Clinical signs of myocardial infarction (heart attack) or angina if coronary thrombus is symptomatic:
Imaging modalities used to evaluate the presence of coronary thrombi:
- angioscopy
- endocoronary ultrasound
- coronary angiography
- magnetic resonance imaging (MRI)

Postmortem examiners may look for Lines of Zahn, to determine whether blood clotted in the heart vessels before or after death.

== Management ==
Management of symptomatic coronary thrombosis follows established treatment algorithms for myocardial infarction. Treatment options include:
- emergency coronary artery bypass grafting
- stent implantation
- intracoronary thrombolysis
- anticoagulation with heparin or glycoprotein IIb/IIIa inhibitors
- thrombus aspiration as reperfusion strategy
- platelet P2Y12 receptor inhibitors: a study published in 2001 determined that the addition of clopidogrel showed a positive effect on cardiovascular mortality, non-fatal heart attack, and stroke at the cost of an increased risk of major bleeding.

To address the possibility of identifying and treating asymptomatic coronary artery disease to prevent development of coronary thrombosis, a study published 2018 determined that preemptive treatment with percutaneous coronary intervention did not lead to a difference in death or myocardial infarction over a 15-year period.

There are numerous treatments currently being studied for management and prevention of coronary thrombosis.

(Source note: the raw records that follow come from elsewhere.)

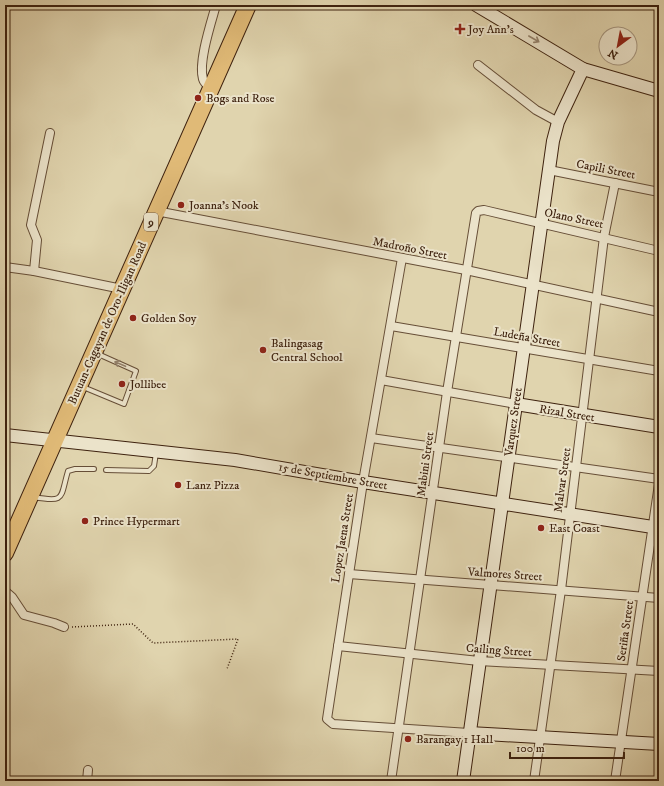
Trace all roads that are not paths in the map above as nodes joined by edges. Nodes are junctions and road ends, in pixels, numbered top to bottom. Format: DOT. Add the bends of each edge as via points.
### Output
graph roads {
  1 [pos="216,5"];
  2 [pos="248,5"];
  3 [pos="476,5"];
  4 [pos="478,64"];
  5 [pos="583,68"];
  6 [pos="211,88"];
  7 [pos="659,91"];
  8 [pos="558,122"];
  9 [pos="50,133"];
  10 [pos="549,170"];
  11 [pos="615,183"];
  12 [pos="659,192"];
  13 [pos="484,210"];
  14 [pos="156,211"];
  15 [pos="541,223"];
  16 [pos="604,237"];
  17 [pos="659,251"];
  18 [pos="402,258"];
  19 [pos="5,267"];
  20 [pos="466,270"];
  21 [pos="34,271"];
  22 [pos="533,285"];
  23 [pos="122,289"];
  24 [pos="597,299"];
  25 [pos="659,312"];
  26 [pos="391,326"];
  27 [pos="456,336"];
  28 [pos="524,348"];
  29 [pos="94,353"];
  30 [pos="589,360"];
  31 [pos="659,371"];
  32 [pos="381,380"];
  33 [pos="79,386"];
  34 [pos="447,392"];
  35 [pos="516,404"];
  36 [pos="583,415"];
  37 [pos="659,427"];
  38 [pos="5,435"];
  39 [pos="371,438"];
  40 [pos="55,440"];
  41 [pos="439,448"];
  42 [pos="156,452"];
  43 [pos="508,457"];
  44 [pos="576,467"];
  45 [pos="94,469"];
  46 [pos="106,470"];
  47 [pos="659,479"];
  48 [pos="363,482"];
  49 [pos="659,484"];
  50 [pos="432,493"];
  51 [pos="30,496"];
  52 [pos="501,504"];
  53 [pos="569,515"];
  54 [pos="655,528"];
  55 [pos="5,553"];
  56 [pos="349,574"];
  57 [pos="420,579"];
  58 [pos="490,586"];
  59 [pos="561,590"];
  60 [pos="5,591"];
  61 [pos="642,597"];
  62 [pos="659,598"];
  63 [pos="64,628"];
  64 [pos="338,646"];
  65 [pos="409,654"];
  66 [pos="479,661"];
  67 [pos="550,665"];
  68 [pos="631,670"];
  69 [pos="659,671"];
  70 [pos="398,729"];
  71 [pos="469,733"];
  72 [pos="541,737"];
  73 [pos="621,742"];
  74 [pos="659,744"];
  75 [pos="88,770"];
  76 [pos="87,781"];
  77 [pos="391,781"];
  78 [pos="462,781"];
  79 [pos="534,781"];
  80 [pos="615,781"];
  1 -- 6 [label="street" via="207,35 202,67 203,78"];
  2 -- 6 [label="highway, Butuan-Cagayan de Oro-Iligan Road / 9"];
  3 -- 5 [label="street, one-way"];
  4 -- 8 [label="street" via="536,110"];
  5 -- 7 [label="street"];
  5 -- 8 [label="street, Varquez Street"];
  6 -- 14 [label="highway, Butuan-Cagayan de Oro-Iligan Road / 9"];
  8 -- 10 [label="street, Varquez Street"];
  9 -- 21 [label="street" via="31,225 37,243"];
  10 -- 11 [label="street, Capili Street"];
  10 -- 15 [label="street, Varquez Street"];
  11 -- 12 [label="street, Capili Street"];
  11 -- 16 [label="street, Malvar Street"];
  13 -- 15 [label="street, Olano Street"];
  13 -- 20 [label="street, Mabini Street" via="478,210 475,215"];
  14 -- 18 [label="street, Madroño Street"];
  14 -- 23 [label="highway, Butuan-Cagayan de Oro-Iligan Road / 9"];
  15 -- 16 [label="street, Olano Street"];
  15 -- 22 [label="street, Varquez Street"];
  16 -- 17 [label="street, Olano Street"];
  16 -- 24 [label="street, Malvar Street"];
  18 -- 20 [label="street, Madroño Street"];
  18 -- 26 [label="street, Lopez Jaena Street"];
  19 -- 21 [label="street"];
  20 -- 22 [label="street, Madroño Street"];
  20 -- 27 [label="street, Mabini Street"];
  21 -- 23 [label="street"];
  22 -- 24 [label="street, Madroño Street"];
  22 -- 28 [label="street, Varquez Street"];
  23 -- 29 [label="highway, Butuan-Cagayan de Oro-Iligan Road / 9"];
  24 -- 25 [label="street, Madroño Street"];
  24 -- 30 [label="street, Malvar Street"];
  26 -- 27 [label="street, Ludeña Street"];
  26 -- 32 [label="street, Lopez Jaena Street"];
  27 -- 28 [label="street, Ludeña Street"];
  27 -- 34 [label="street, Mabini Street"];
  28 -- 30 [label="street, Ludeña Street"];
  28 -- 35 [label="street, Varquez Street"];
  29 -- 33 [label="highway, Butuan-Cagayan de Oro-Iligan Road / 9"];
  33 -- 29 [label="lane, one-way" via="124,404 136,371"];
  30 -- 31 [label="street, Ludeña Street"];
  30 -- 36 [label="street, Malvar Street"];
  32 -- 34 [label="street, Rizal Street"];
  32 -- 39 [label="street, Lopez Jaena Street"];
  33 -- 40 [label="highway, Butuan-Cagayan de Oro-Iligan Road / 9"];
  34 -- 35 [label="street, Rizal Street"];
  34 -- 41 [label="street, Mabini Street"];
  35 -- 36 [label="street, Rizal Street"];
  35 -- 43 [label="street, Varquez Street"];
  36 -- 37 [label="street, Rizal Street"];
  36 -- 44 [label="street, Malvar Street"];
  38 -- 40 [label="street, 15 de Septiembre Street"];
  39 -- 41 [label="street"];
  39 -- 48 [label="street, Lopez Jaena Street"];
  40 -- 42 [label="street, 15 de Septiembre Street"];
  40 -- 51 [label="highway, Butuan-Cagayan de Oro-Iligan Road / 9"];
  41 -- 43 [label="street"];
  41 -- 50 [label="street, Mabini Street"];
  42 -- 46 [label="lane" via="154,466 149,471"];
  42 -- 48 [label="street, 15 de Septiembre Street" via="242,461"];
  43 -- 44 [label="street"];
  43 -- 52 [label="street, Varquez Street"];
  44 -- 47 [label="street"];
  44 -- 53 [label="street, Malvar Street"];
  45 -- 51 [label="lane" via="68,471 64,492 53,501"];
  48 -- 50 [label="street, 15 de Septiembre Street"];
  48 -- 56 [label="street, Lopez Jaena Street"];
  49 -- 54 [label="street, Seriña Street"];
  50 -- 52 [label="street, 15 de Septiembre Street"];
  50 -- 57 [label="street, Mabini Street"];
  51 -- 55 [label="highway, Butuan-Cagayan de Oro-Iligan Road / 9"];
  52 -- 53 [label="street, 15 de Septiembre Street"];
  52 -- 58 [label="street, Varquez Street"];
  53 -- 54 [label="street, 15 de Septiembre Street"];
  53 -- 59 [label="street, Malvar Street"];
  54 -- 61 [label="street, Seriña Street"];
  56 -- 57 [label="street, Valmores Street"];
  56 -- 64 [label="street, Lopez Jaena Street"];
  57 -- 58 [label="street, Valmores Street"];
  57 -- 65 [label="street, Mabini Street"];
  58 -- 59 [label="street, Valmores Street"];
  58 -- 66 [label="street, Varquez Street"];
  59 -- 61 [label="street, Valmores Street"];
  59 -- 67 [label="street, Malvar Street"];
  60 -- 63 [label="street" via="24,615"];
  61 -- 62 [label="street, Valmores Street"];
  61 -- 68 [label="street, Seriña Street"];
  64 -- 65 [label="street, Cailing Street"];
  64 -- 70 [label="street, Lopez Jaena Street" via="328,722"];
  65 -- 66 [label="street, Cailing Street"];
  65 -- 70 [label="street, Mabini Street"];
  66 -- 67 [label="street, Cailing Street"];
  66 -- 71 [label="street, Varquez Street"];
  67 -- 68 [label="street, Cailing Street"];
  67 -- 72 [label="street, Malvar Street"];
  68 -- 69 [label="street, Cailing Street"];
  68 -- 73 [label="street, Seriña Street"];
  70 -- 71 [label="street"];
  70 -- 77 [label="street, Mabini Street"];
  71 -- 72 [label="street"];
  71 -- 78 [label="street, Varquez Street"];
  72 -- 73 [label="street"];
  72 -- 79 [label="street, Malvar Street"];
  73 -- 74 [label="street"];
  73 -- 80 [label="street, Seriña Street"];
  75 -- 76 [label="street"];
}
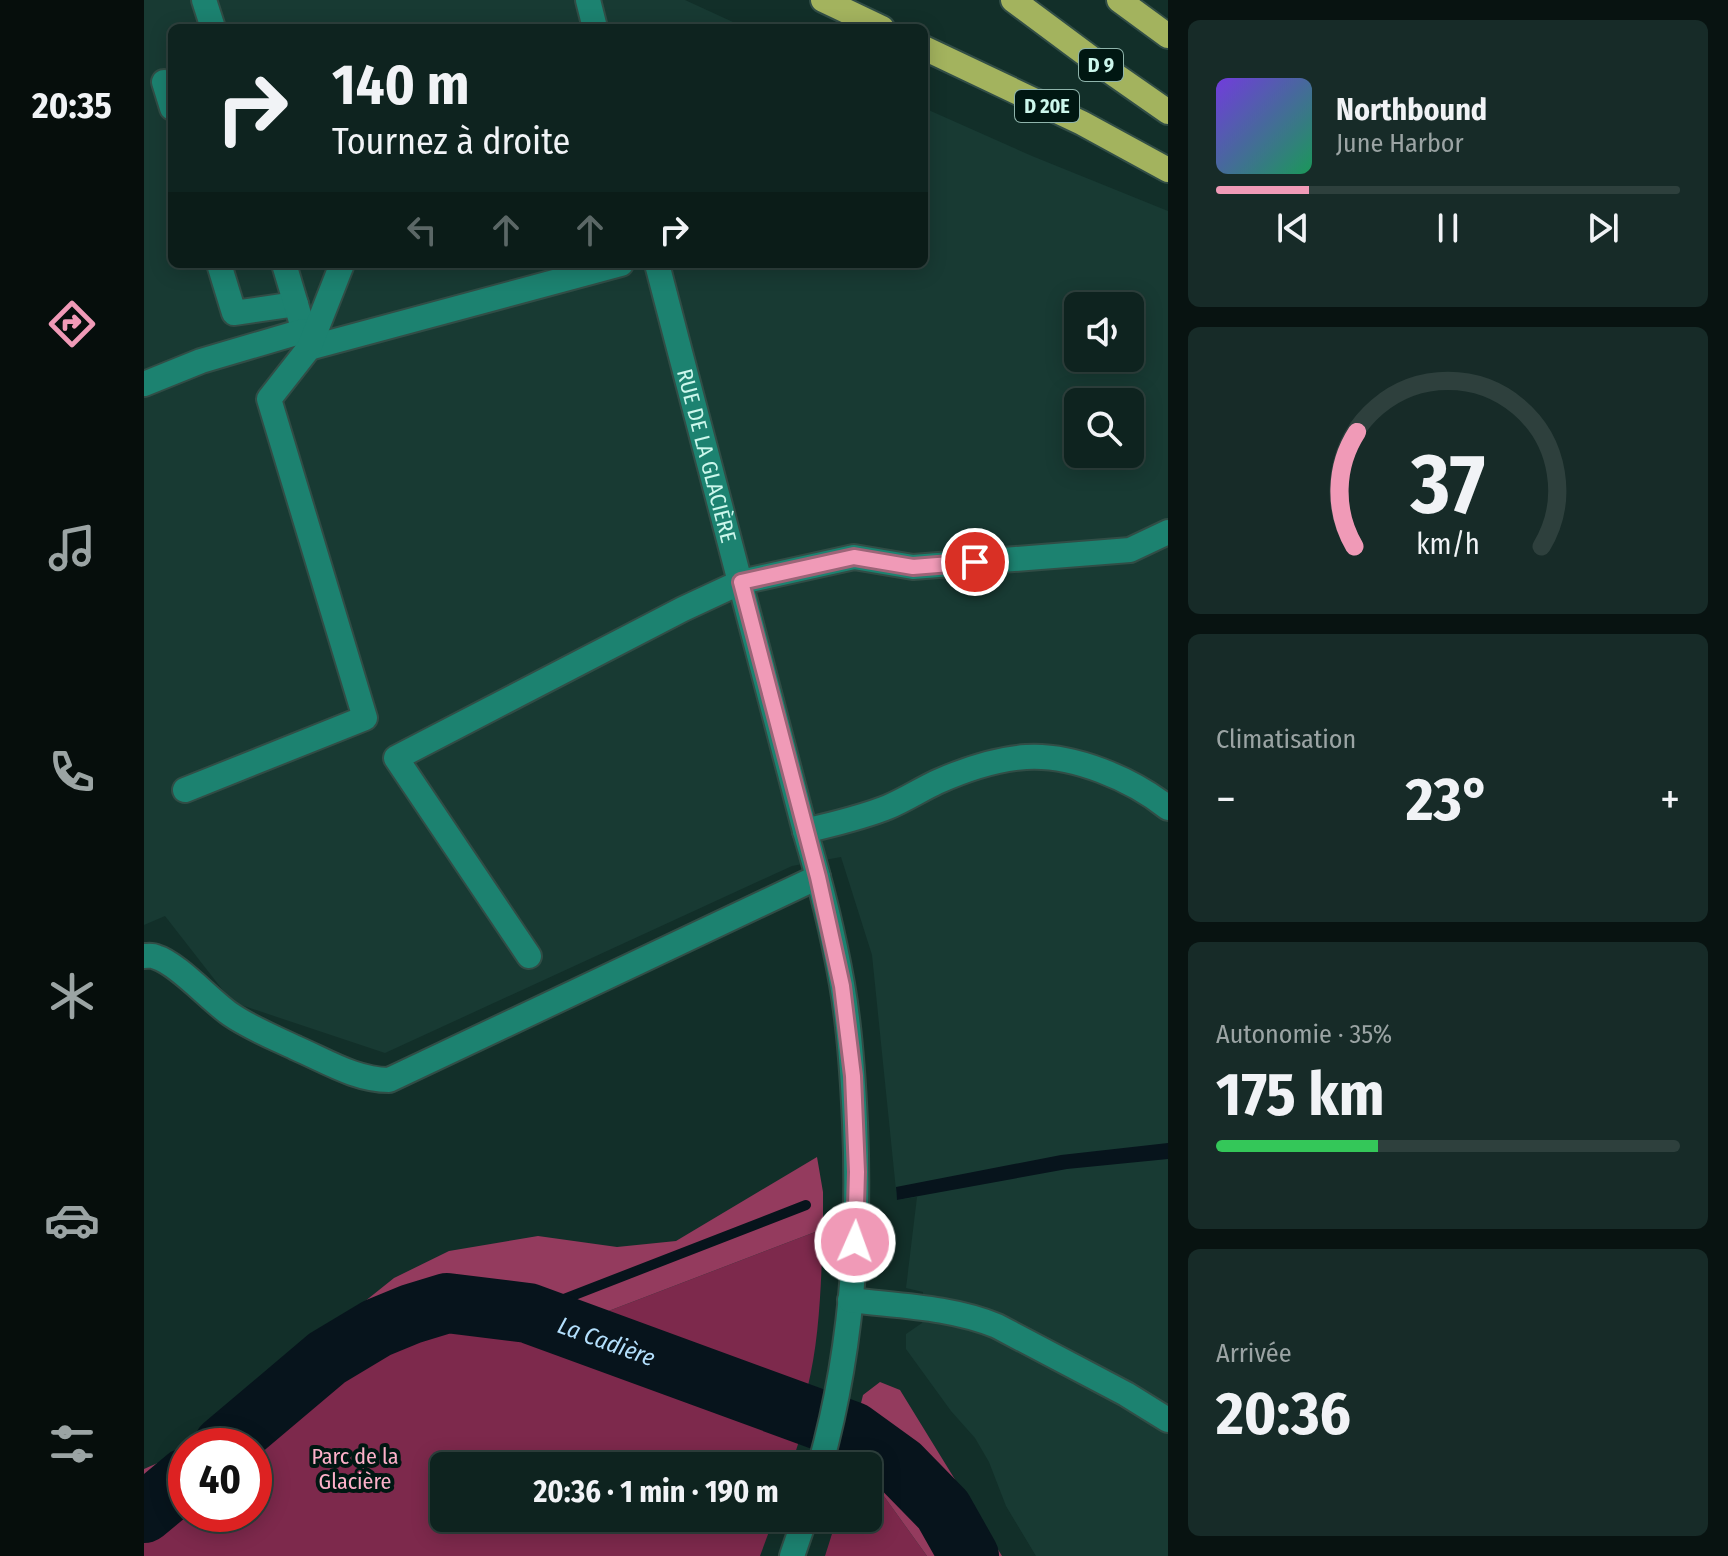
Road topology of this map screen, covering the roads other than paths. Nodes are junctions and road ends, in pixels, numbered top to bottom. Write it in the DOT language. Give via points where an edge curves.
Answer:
graph roads {
  1 [pos="204,0"];
  2 [pos="588,0"];
  3 [pos="823,0"];
  4 [pos="1013,0"];
  5 [pos="1119,0"];
  6 [pos="212,24"];
  7 [pos="594,24"];
  8 [pos="874,24"];
  9 [pos="1168,36"];
  10 [pos="928,50"];
  11 [pos="164,82"];
  12 [pos="168,95"];
  13 [pos="1168,112"];
  14 [pos="1168,170"];
  15 [pos="220,268"];
  16 [pos="285,268"];
  17 [pos="340,268"];
  18 [pos="604,268"];
  19 [pos="658,268"];
  20 [pos="296,304"];
  21 [pos="306,339"];
  22 [pos="144,384"];
  23 [pos="1168,532"];
  24 [pos="741,582"];
  25 [pos="185,790"];
  26 [pos="1168,808"];
  27 [pos="805,831"];
  28 [pos="818,877"];
  29 [pos="144,956"];
  30 [pos="529,956"];
  31 [pos="850,1300"];
  32 [pos="1168,1420"];
  33 [pos="824,1452"];
  34 [pos="800,1532"];
  35 [pos="792,1556"];
  1 -- 6 [label="street"];
  2 -- 7 [label="street"];
  3 -- 8 [label="highway"];
  4 -- 13 [label="highway, D 9"];
  5 -- 9 [label="highway"];
  10 -- 14 [label="highway, D 20E"];
  11 -- 12 [label="street"];
  15 -- 20 [label="street" via="234,313"];
  16 -- 20 [label="street"];
  17 -- 21 [label="street"];
  18 -- 21 [label="street"];
  19 -- 24 [label="street, RUE DE LA GLACIÈRE"];
  20 -- 21 [label="street"];
  21 -- 22 [label="street" via="201,361"];
  21 -- 25 [label="street" via="269,399 365,718"];
  23 -- 24 [label="street" via="1130,550 913,567 854,557"];
  24 -- 27 [label="street, RUE DE LA GLACIÈRE"];
  24 -- 30 [label="street" via="396,758"];
  26 -- 27 [label="street" via="1091,767 1027,757 971,770 891,806"];
  27 -- 28 [label="street, RUE DE LA GLACIÈRE"];
  28 -- 29 [label="street" via="389,1080 354,1074 250,1027 168,964"];
  28 -- 31 [label="street, RUE DE LA GLACIÈRE" via="842,986 853,1076 857,1172"];
  31 -- 32 [label="street" via="981,1319"];
  31 -- 33 [label="street, RUE DE LA GLACIÈRE"];
  34 -- 35 [label="street"];
}
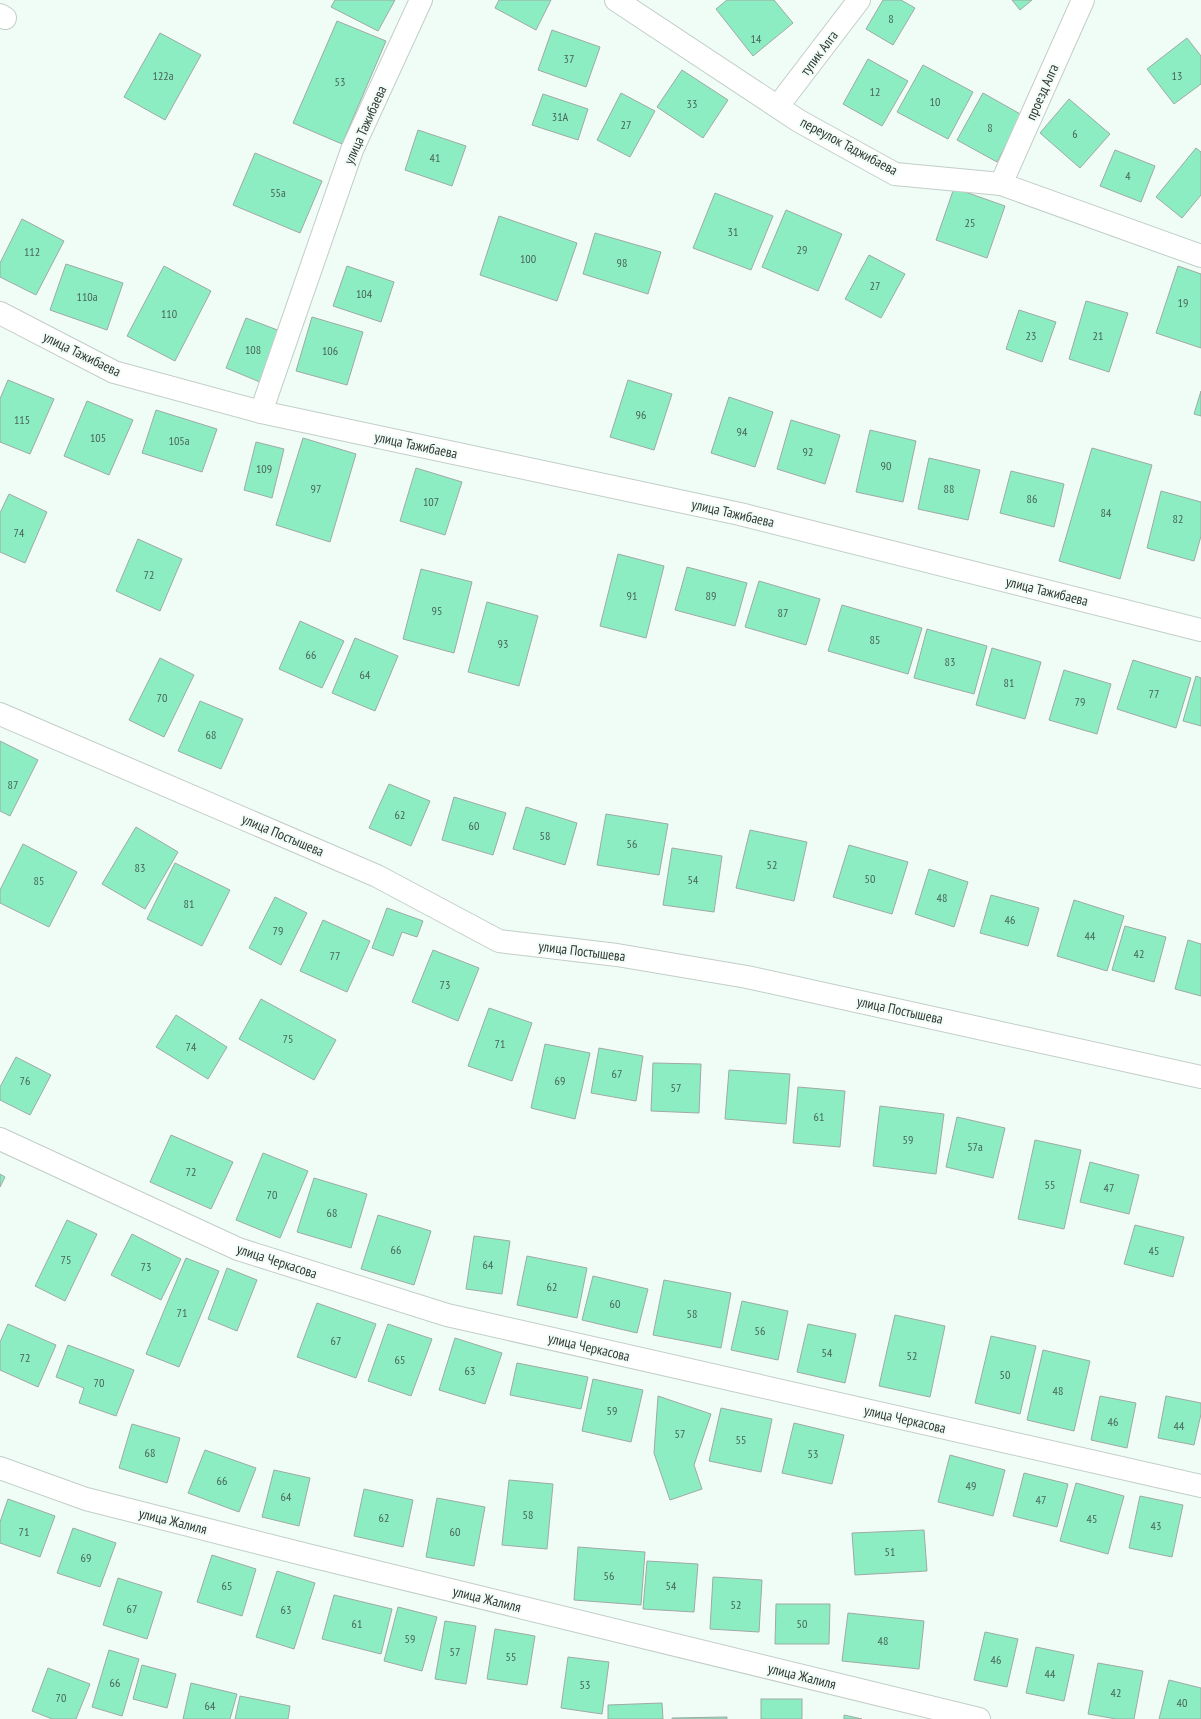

Statin drugs, in addition to their primary cholesterol-lowering mechanisms of action, have been studied to target a number of pathways that may decrease coronary inflammation and subsequent thrombosis.

Another realm of potential treatments in early stages of adoption is in therapeutic use of contrast ultrasound on thrombus dissolution.

== Terminology ==
Thrombosis is defined as the formation of a thrombus (blood clot) inside a blood vessel, leading to obstruction of blood flow within the circulatory system. Coronary thrombosis refers to the formation and presence of thrombi in the coronary arteries of the heart. The heart does not contain veins, but rather coronary sinuses that serve the purpose of returning de-oxygenated blood from the heart muscle.

A thrombus is a type of embolism, a more general term for any material that partially or fully blocks a blood vessel. An atheroembolism, or cholesterol embolism, is when an atherosclerotic plaque ruptures and becomes an embolism. Atherosclerosis is the progressive thickening of blood vessels and plaque formation that eventually can lead to coronary artery disease.